== The task ==
Your copy should match the records exactly, except that no pictures appear in it.

Dataset records
╭──

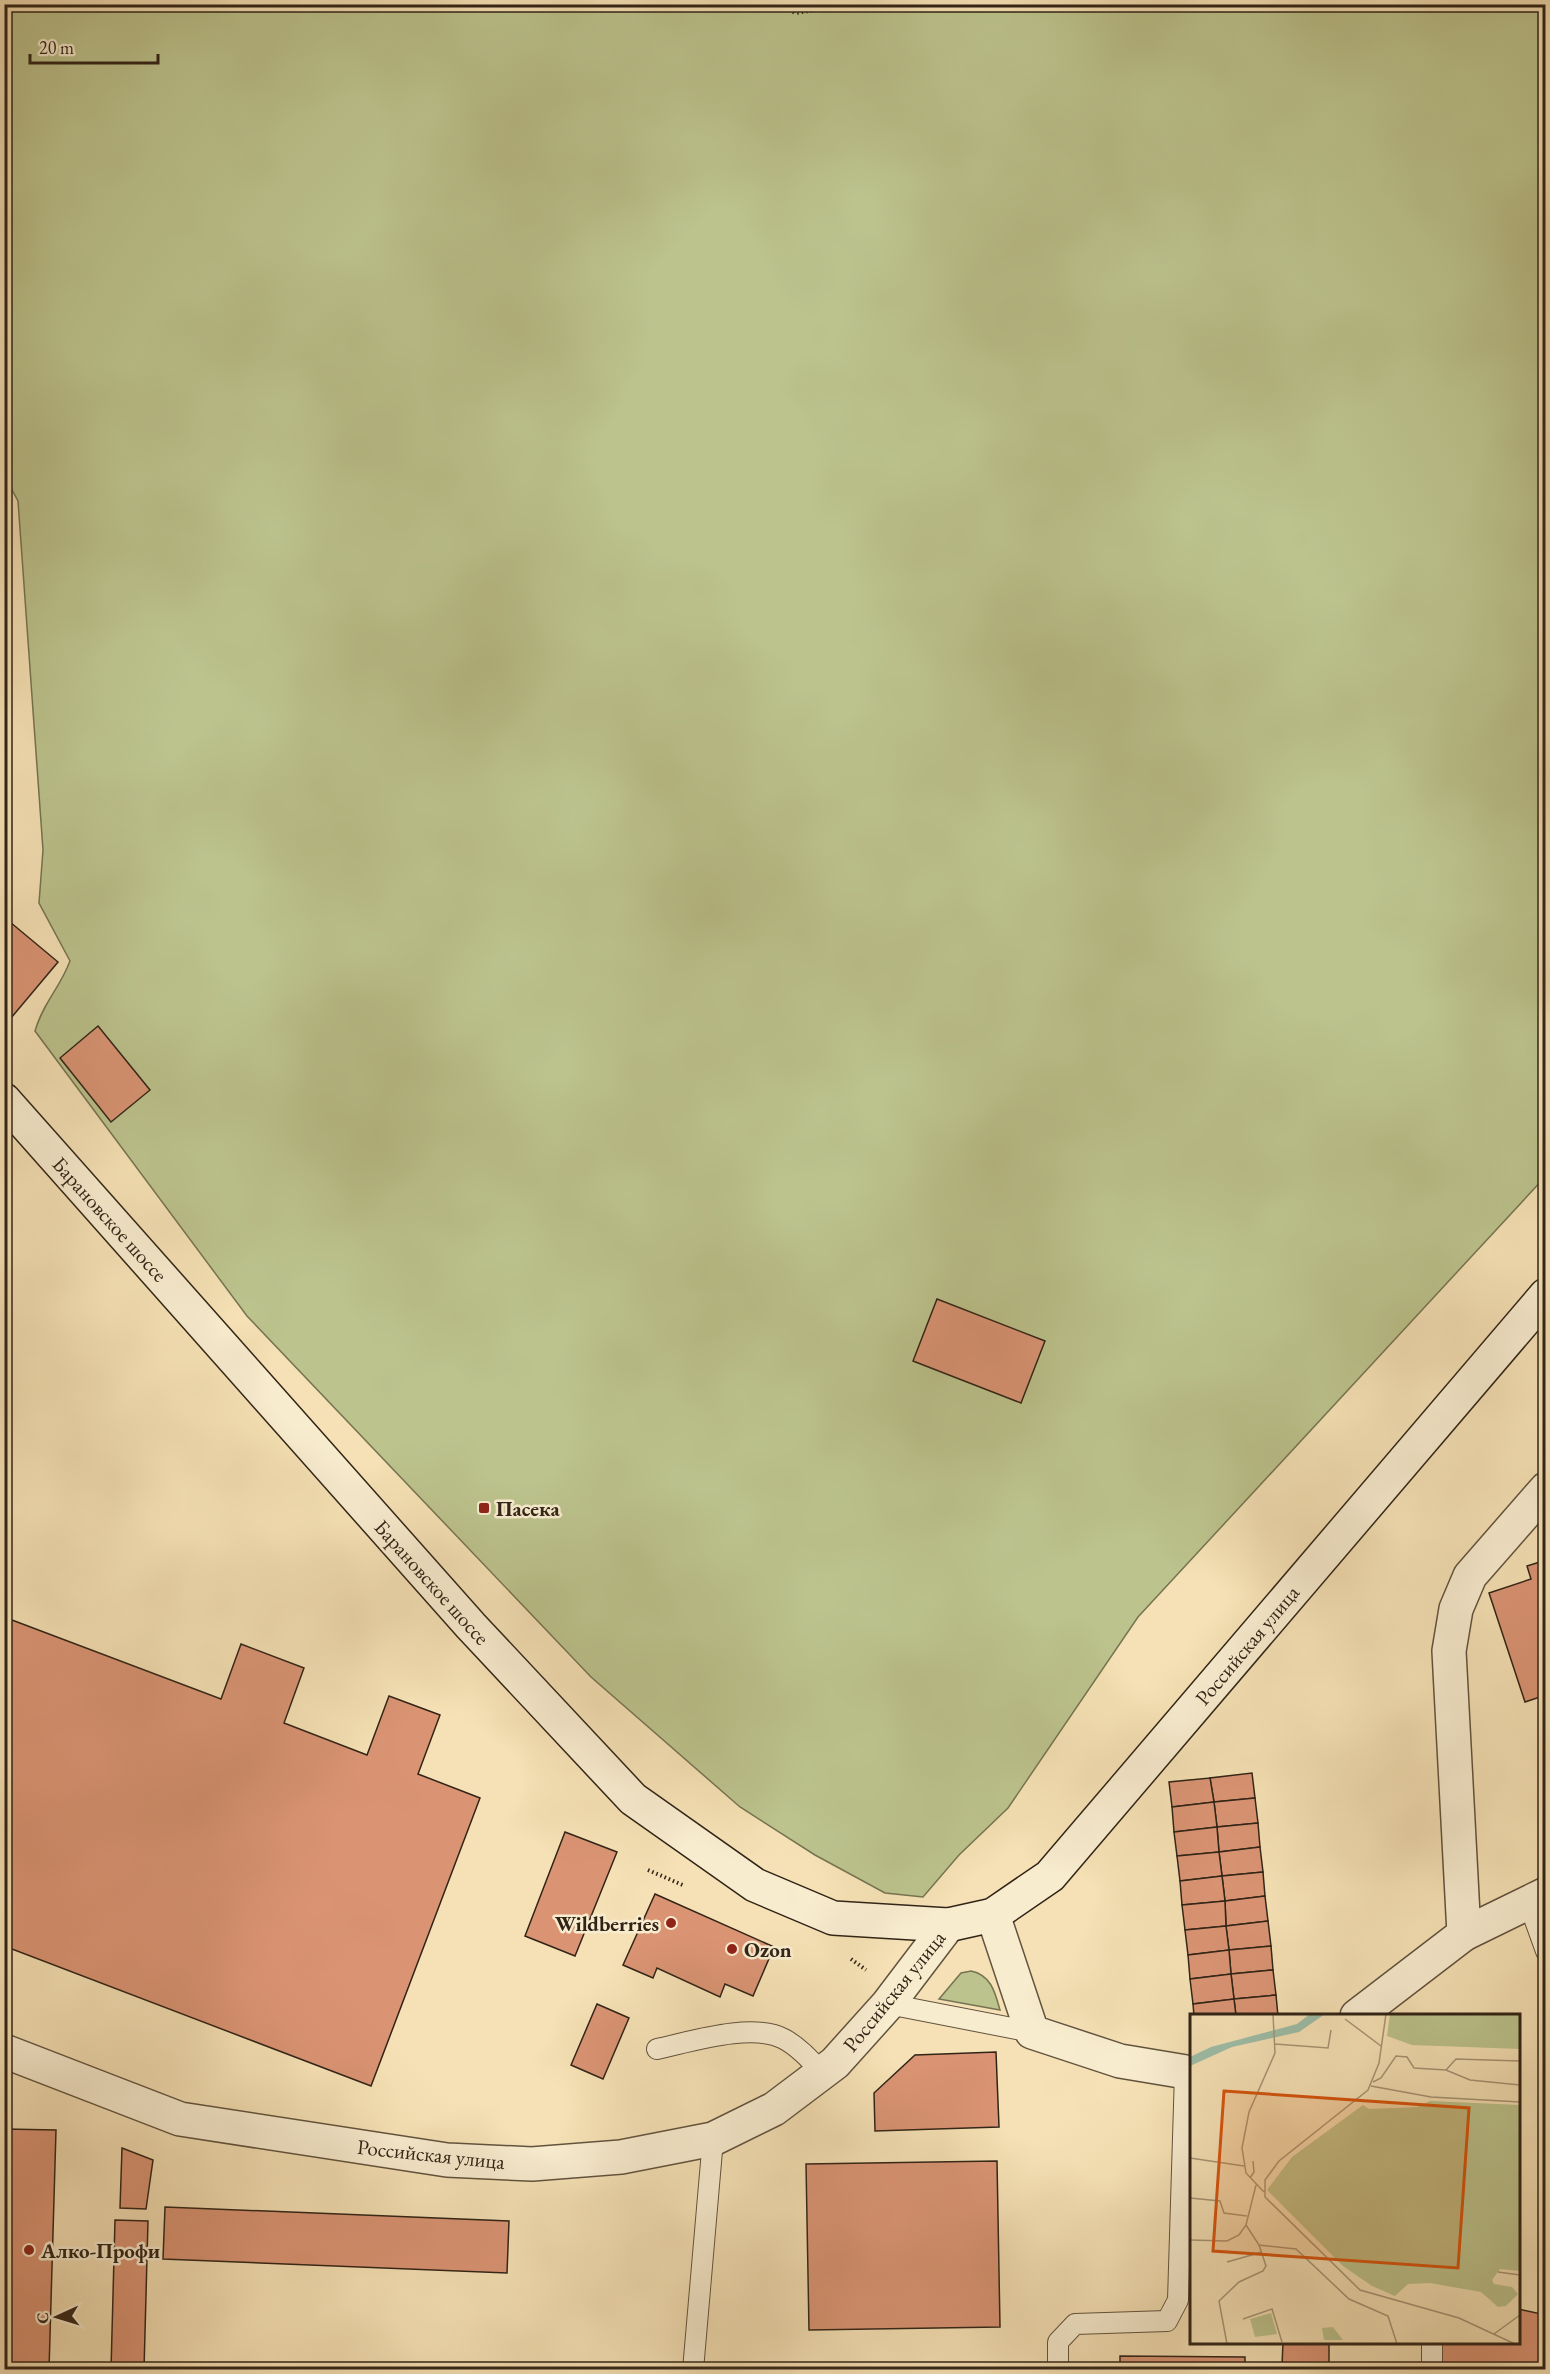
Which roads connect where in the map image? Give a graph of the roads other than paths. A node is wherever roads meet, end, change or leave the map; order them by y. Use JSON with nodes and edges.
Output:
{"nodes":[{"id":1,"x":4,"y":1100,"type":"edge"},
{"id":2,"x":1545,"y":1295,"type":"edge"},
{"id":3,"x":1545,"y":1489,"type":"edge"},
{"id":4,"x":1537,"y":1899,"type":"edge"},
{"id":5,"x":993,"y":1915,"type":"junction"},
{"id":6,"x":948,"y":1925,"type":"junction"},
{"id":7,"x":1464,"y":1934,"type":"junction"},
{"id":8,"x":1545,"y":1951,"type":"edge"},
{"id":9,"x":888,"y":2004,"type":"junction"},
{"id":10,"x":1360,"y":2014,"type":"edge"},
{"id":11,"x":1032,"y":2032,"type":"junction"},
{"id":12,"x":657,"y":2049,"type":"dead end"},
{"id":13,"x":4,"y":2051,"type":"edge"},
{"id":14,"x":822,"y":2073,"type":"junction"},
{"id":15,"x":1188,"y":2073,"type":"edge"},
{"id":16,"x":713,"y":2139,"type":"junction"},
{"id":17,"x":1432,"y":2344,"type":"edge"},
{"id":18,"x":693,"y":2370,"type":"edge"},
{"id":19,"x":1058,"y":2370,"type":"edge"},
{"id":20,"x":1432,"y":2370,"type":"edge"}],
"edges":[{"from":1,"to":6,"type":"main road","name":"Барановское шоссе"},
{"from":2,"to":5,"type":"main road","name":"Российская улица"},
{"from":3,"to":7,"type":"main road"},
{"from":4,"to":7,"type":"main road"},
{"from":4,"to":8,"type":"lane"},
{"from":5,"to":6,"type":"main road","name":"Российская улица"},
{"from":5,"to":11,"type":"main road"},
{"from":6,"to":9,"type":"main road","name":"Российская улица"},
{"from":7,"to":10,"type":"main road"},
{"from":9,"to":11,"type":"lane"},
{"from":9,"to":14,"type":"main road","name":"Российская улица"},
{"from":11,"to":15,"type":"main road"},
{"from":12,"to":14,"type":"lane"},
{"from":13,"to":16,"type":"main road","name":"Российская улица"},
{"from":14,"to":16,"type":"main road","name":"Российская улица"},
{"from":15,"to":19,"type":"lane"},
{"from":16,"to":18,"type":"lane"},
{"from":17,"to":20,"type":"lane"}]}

╰──

== Expected answer ==
Which roads connect where in the map image? Give a graph of the roads other than paths. A node is wherever roads meet, end, change or leave the map; order them by y. Use JSON with nodes and edges.
Output:
{"nodes":[{"id":1,"x":4,"y":1100,"type":"edge"},
{"id":2,"x":1545,"y":1295,"type":"edge"},
{"id":3,"x":1545,"y":1489,"type":"edge"},
{"id":4,"x":1537,"y":1899,"type":"edge"},
{"id":5,"x":993,"y":1915,"type":"junction"},
{"id":6,"x":948,"y":1925,"type":"junction"},
{"id":7,"x":1464,"y":1934,"type":"junction"},
{"id":8,"x":1545,"y":1951,"type":"edge"},
{"id":9,"x":888,"y":2004,"type":"junction"},
{"id":10,"x":1360,"y":2014,"type":"edge"},
{"id":11,"x":1032,"y":2032,"type":"junction"},
{"id":12,"x":657,"y":2049,"type":"dead end"},
{"id":13,"x":4,"y":2051,"type":"edge"},
{"id":14,"x":822,"y":2073,"type":"junction"},
{"id":15,"x":1188,"y":2073,"type":"edge"},
{"id":16,"x":713,"y":2139,"type":"junction"},
{"id":17,"x":1432,"y":2344,"type":"edge"},
{"id":18,"x":693,"y":2370,"type":"edge"},
{"id":19,"x":1058,"y":2370,"type":"edge"},
{"id":20,"x":1432,"y":2370,"type":"edge"}],
"edges":[{"from":1,"to":6,"type":"main road","name":"Барановское шоссе"},
{"from":2,"to":5,"type":"main road","name":"Российская улица"},
{"from":3,"to":7,"type":"main road"},
{"from":4,"to":7,"type":"main road"},
{"from":4,"to":8,"type":"lane"},
{"from":5,"to":6,"type":"main road","name":"Российская улица"},
{"from":5,"to":11,"type":"main road"},
{"from":6,"to":9,"type":"main road","name":"Российская улица"},
{"from":7,"to":10,"type":"main road"},
{"from":9,"to":11,"type":"lane"},
{"from":9,"to":14,"type":"main road","name":"Российская улица"},
{"from":11,"to":15,"type":"main road"},
{"from":12,"to":14,"type":"lane"},
{"from":13,"to":16,"type":"main road","name":"Российская улица"},
{"from":14,"to":16,"type":"main road","name":"Российская улица"},
{"from":15,"to":19,"type":"lane"},
{"from":16,"to":18,"type":"lane"},
{"from":17,"to":20,"type":"lane"}]}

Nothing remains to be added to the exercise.